The Jews knew of their obligation to help three categories of people in particular — widows, orphans and strangers, a term encompassing not only foreigners but anyone who was seen as different or left out. These days, he said, it would include the poor, refugees, minorities, people with illness or disabilities, and many others.
The priest noted that he once served on a panel with a representative of Islam and another of Judaism, and all three people cited the same traditions.
Kammer noted that Judaism has a term for justice, but none for charity. He quoted a Rev. John Donahue, “For a devout Jew, without doing justice, God remains unknown.”
Jesus brings those concepts forward in the New Testament, Kammer said, quoting the well-known “Whatsoever you did for the least of my sisters and brothers, you did for me,” from Matthew.
Primarily, Kammer emphasized a passage from the Gospel of John which recalls a conversation between Jesus and his disciple Simon Peter.

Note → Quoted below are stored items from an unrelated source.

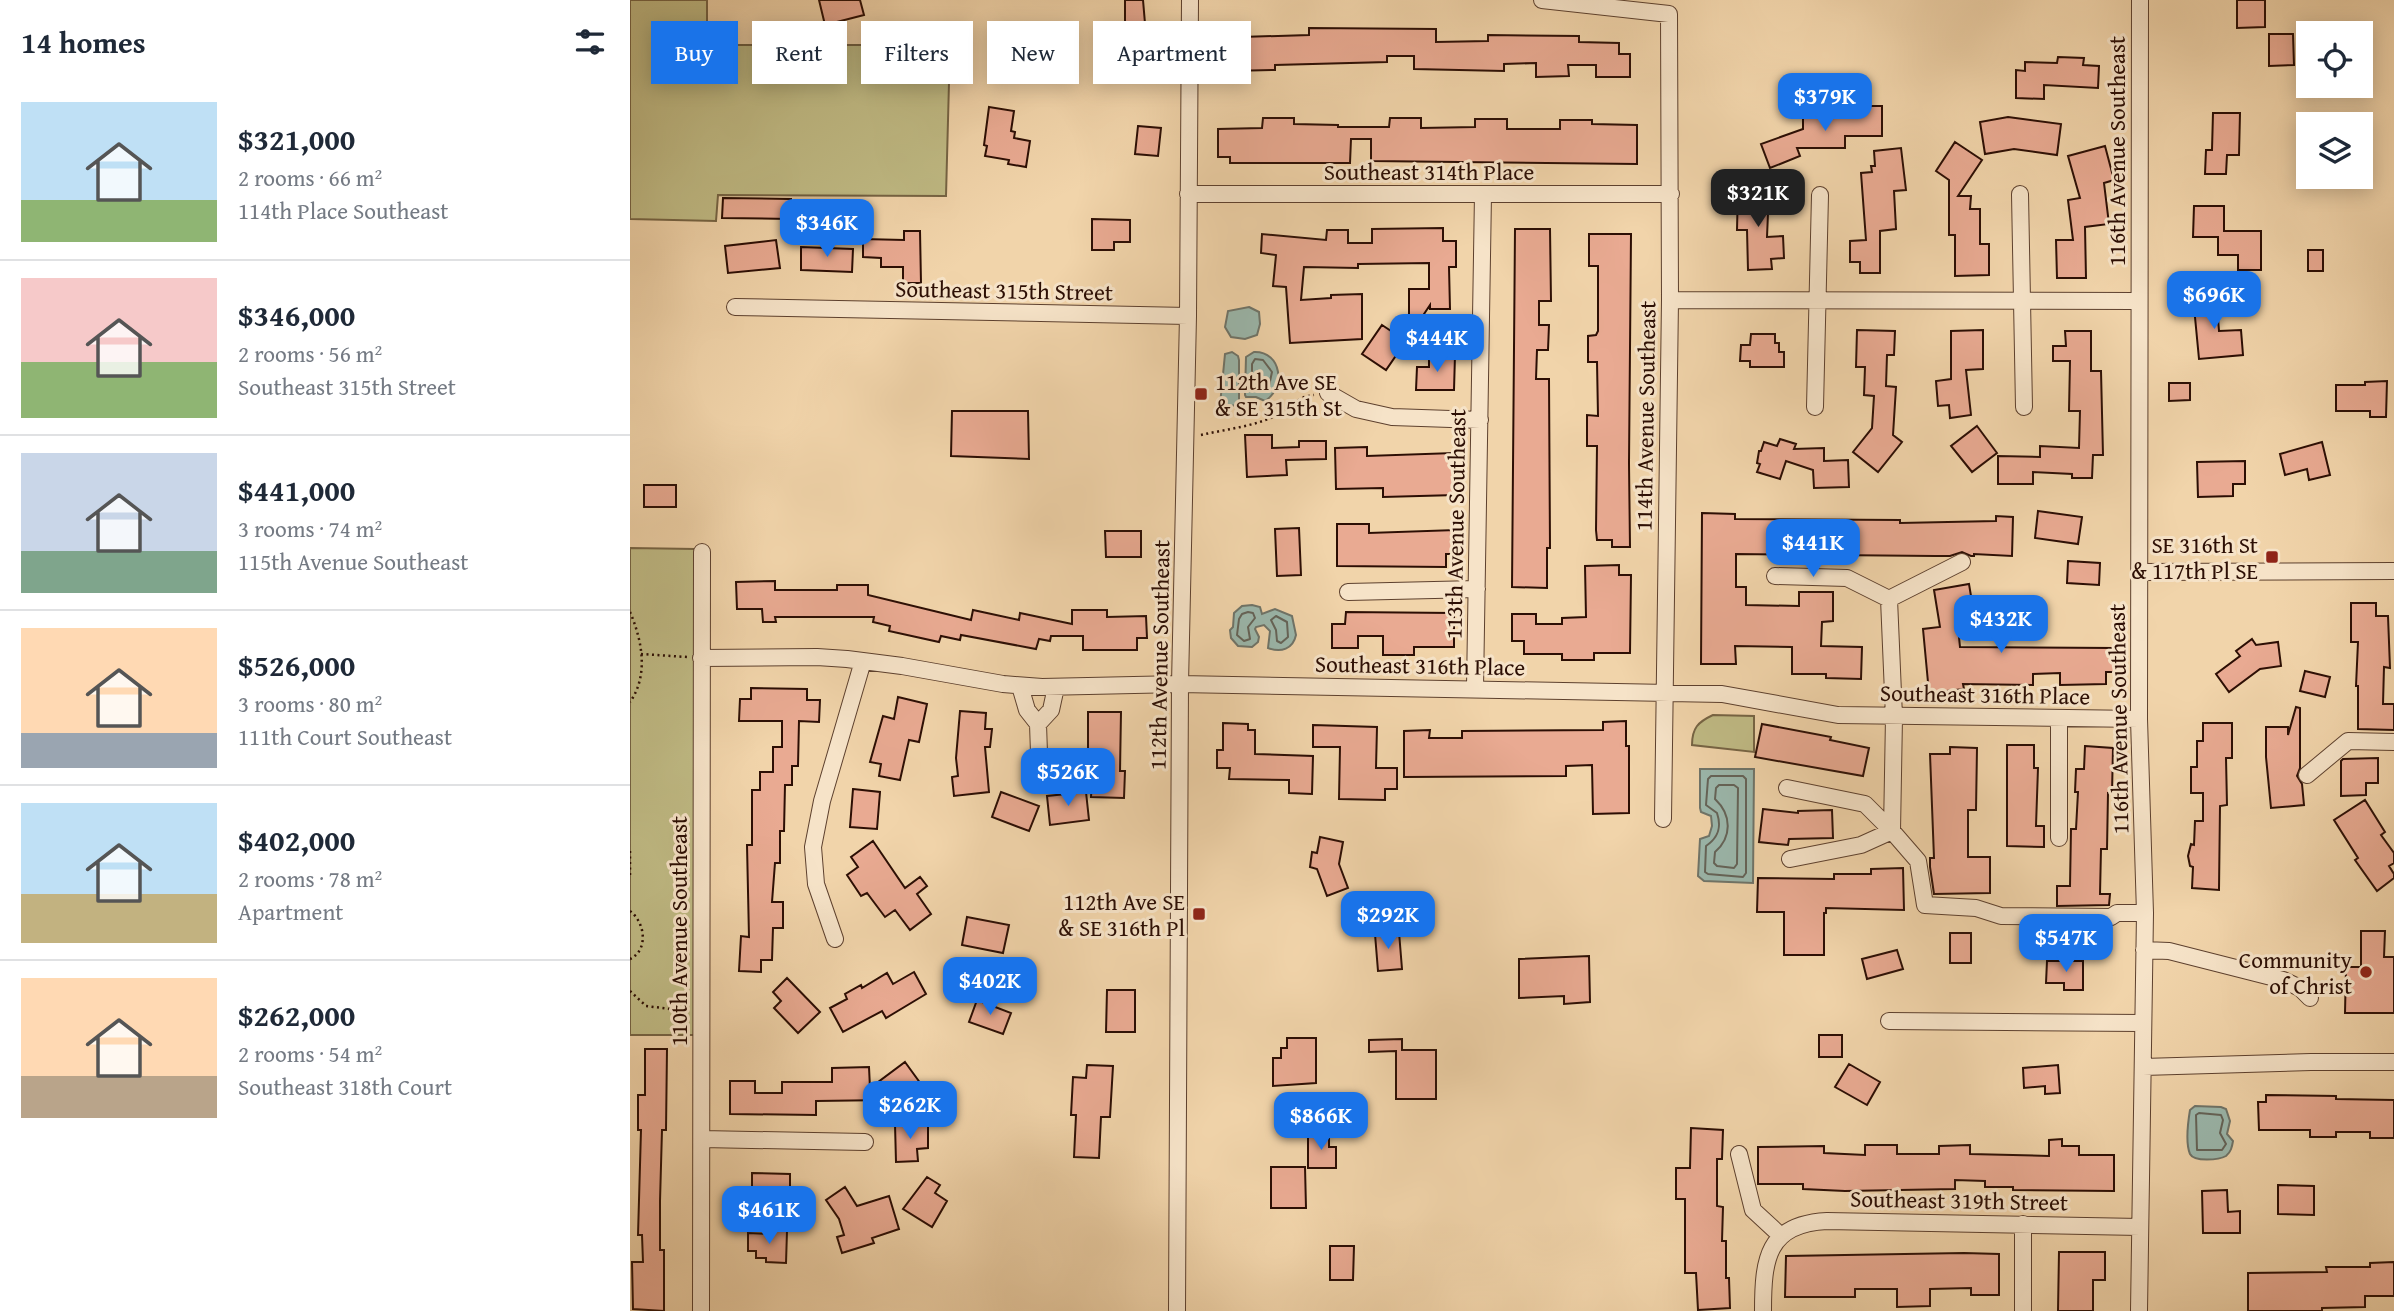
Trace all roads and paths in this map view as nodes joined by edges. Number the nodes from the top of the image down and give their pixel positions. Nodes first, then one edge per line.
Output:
1 (1190, 0) edge
2 (1542, 0) edge
3 (2140, 0) edge
4 (1188, 194) junction
5 (1483, 194) junction
6 (1671, 194) junction
7 (2020, 194) dead end
8 (1820, 195) dead end
9 (1670, 300) junction
10 (1819, 300) junction
11 (2023, 300) junction
12 (2138, 301) junction
13 (736, 307) dead end
14 (1188, 316) junction
15 (1328, 393) joint
16 (1815, 407) dead end
17 (2024, 407) dead end
18 (1480, 420) junction
19 (1185, 439) junction
20 (702, 552) dead end
21 (1962, 562) dead end
22 (2394, 571) edge
23 (2139, 572) junction
24 (1774, 576) dead end
25 (1477, 589) junction
26 (1348, 592) dead end
27 (1889, 600) junction
28 (630, 612) edge
29 (641, 654) junction
30 (701, 657) junction
31 (863, 661) junction
32 (1180, 684) junction
33 (1020, 685) junction
34 (1056, 687) junction
35 (1475, 688) junction
36 (1664, 694) junction
37 (630, 702) edge
38 (1894, 717) junction
39 (2059, 718) junction
40 (2139, 719) junction
41 (1038, 724) junction
42 (2394, 742) edge
43 (1039, 753) dead end
44 (2307, 775) dead end
45 (1787, 788) dead end
46 (1663, 819) dead end
47 (1892, 831) junction
48 (2059, 838) dead end
49 (630, 851) edge
50 (1790, 859) dead end
51 (630, 876) edge
52 (630, 911) edge
53 (2145, 913) junction
54 (835, 939) dead end
55 (2144, 950) junction
56 (630, 959) edge
57 (630, 991) edge
58 (2310, 998) dead end
59 (701, 1011) junction
60 (1889, 1021) dead end
61 (2143, 1023) junction
62 (2394, 1062) edge
63 (2143, 1067) junction
64 (702, 1139) junction
65 (865, 1142) dead end
66 (1739, 1154) dead end
67 (2023, 1224) junction
68 (2140, 1227) junction
69 (1780, 1235) junction
70 (701, 1311) edge
71 (1177, 1311) edge
72 (1763, 1311) edge
73 (2023, 1311) edge
74 (2139, 1311) edge

1 - 4 street, 112th Avenue Southeast
2 - 6 street, 114th Avenue Southeast
3 - 12 street, 116th Avenue Southeast
4 - 5 street, Southeast 314th Place
4 - 14 street, 112th Avenue Southeast
5 - 6 street, Southeast 314th Place
5 - 18 street, 113th Avenue Southeast
6 - 9 street, 114th Avenue Southeast
7 - 11 street
8 - 10 street
9 - 10 street
9 - 36 street, 114th Avenue Southeast
10 - 11 street
10 - 16 street
11 - 12 street
11 - 17 street
12 - 23 street, 116th Avenue Southeast
13 - 14 street, Southeast 315th Street
14 - 19 street, 112th Avenue Southeast
15 - 18 street
15 - 19 path
18 - 25 street, 113th Avenue Southeast
19 - 32 street, 112th Avenue Southeast
20 - 30 street, 110th Avenue Southeast
21 - 27 street
22 - 23 street
23 - 40 street, 116th Avenue Southeast
24 - 27 street
25 - 26 street
25 - 35 street, 113th Avenue Southeast
27 - 38 street
28 - 29 path
29 - 30 path
29 - 37 path
30 - 31 street, Southeast 316th Place
30 - 59 street, 110th Avenue Southeast
31 - 33 street, Southeast 316th Place
31 - 54 street
32 - 34 street, Southeast 316th Place
32 - 35 street, Southeast 316th Place
32 - 71 street, 112th Avenue Southeast
33 - 34 street, Southeast 316th Place
33 - 41 street
34 - 41 street
35 - 36 street, Southeast 316th Place
36 - 38 street, Southeast 316th Place
36 - 46 street, 114th Avenue Southeast
38 - 39 street, Southeast 316th Place
38 - 47 street
39 - 40 street, Southeast 316th Place
39 - 48 street
40 - 53 street, 116th Avenue Southeast
41 - 43 street
42 - 44 street
45 - 47 street
47 - 50 street
47 - 53 street
49 - 51 path
52 - 56 path
53 - 55 street, 116th Avenue Southeast
55 - 58 street
55 - 61 street, 116th Avenue Southeast
57 - 59 path
59 - 64 street, 110th Avenue Southeast
60 - 61 street
61 - 63 street, 116th Avenue Southeast
62 - 63 street
63 - 68 street, 116th Avenue Southeast
64 - 65 street
64 - 70 street, 110th Avenue Southeast
66 - 69 street
67 - 68 street, Southeast 319th Street
67 - 69 street, Southeast 319th Street
67 - 73 street
68 - 74 street, 116th Avenue Southeast
69 - 72 street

Jesus asked Peter three times whether he loved him, prompting Peter to say, “Yes, Lord, you know that I do.” Jesus’ responses were the memorable “Feed my lambs. Tend my sheep. Feed my sheep.”
Those verses cover the mission of Catholic Charities, Kammer said, and the breadth of the agency’s work. It is a mission that can be explained at length, he said, and one that can also be summed up in a sound bite: “Supporting families. Fighting poverty. Building community.”
It is work that also incorporates advocacy, he said, a response to the fact that it’s not enough to operate soup kitchens. It’s also important “to ask why there are so many hungry in one of the richest nations in the world.”
Catholic Charities programs are effective and financially responsible, Kammer said, and even if the public knows little about the agency, the goverment sees its worth. In fact, program funding from federal, state and other governmental bodies make up 64 percent of Catholic Charities’ budget nationwide. The government “contracts” with the agency to provide various services.
United Way funding is also vital, he said, as is the money that comes from stewardship appeals through the parishes, and from private contributions.
“Tell the public your services work,” Kammer encouraged those attending the conference. “People are getting back on their feet.”
And remember, he said, “if you want to preach the Gospel in the late 20th century, you have to do justice.”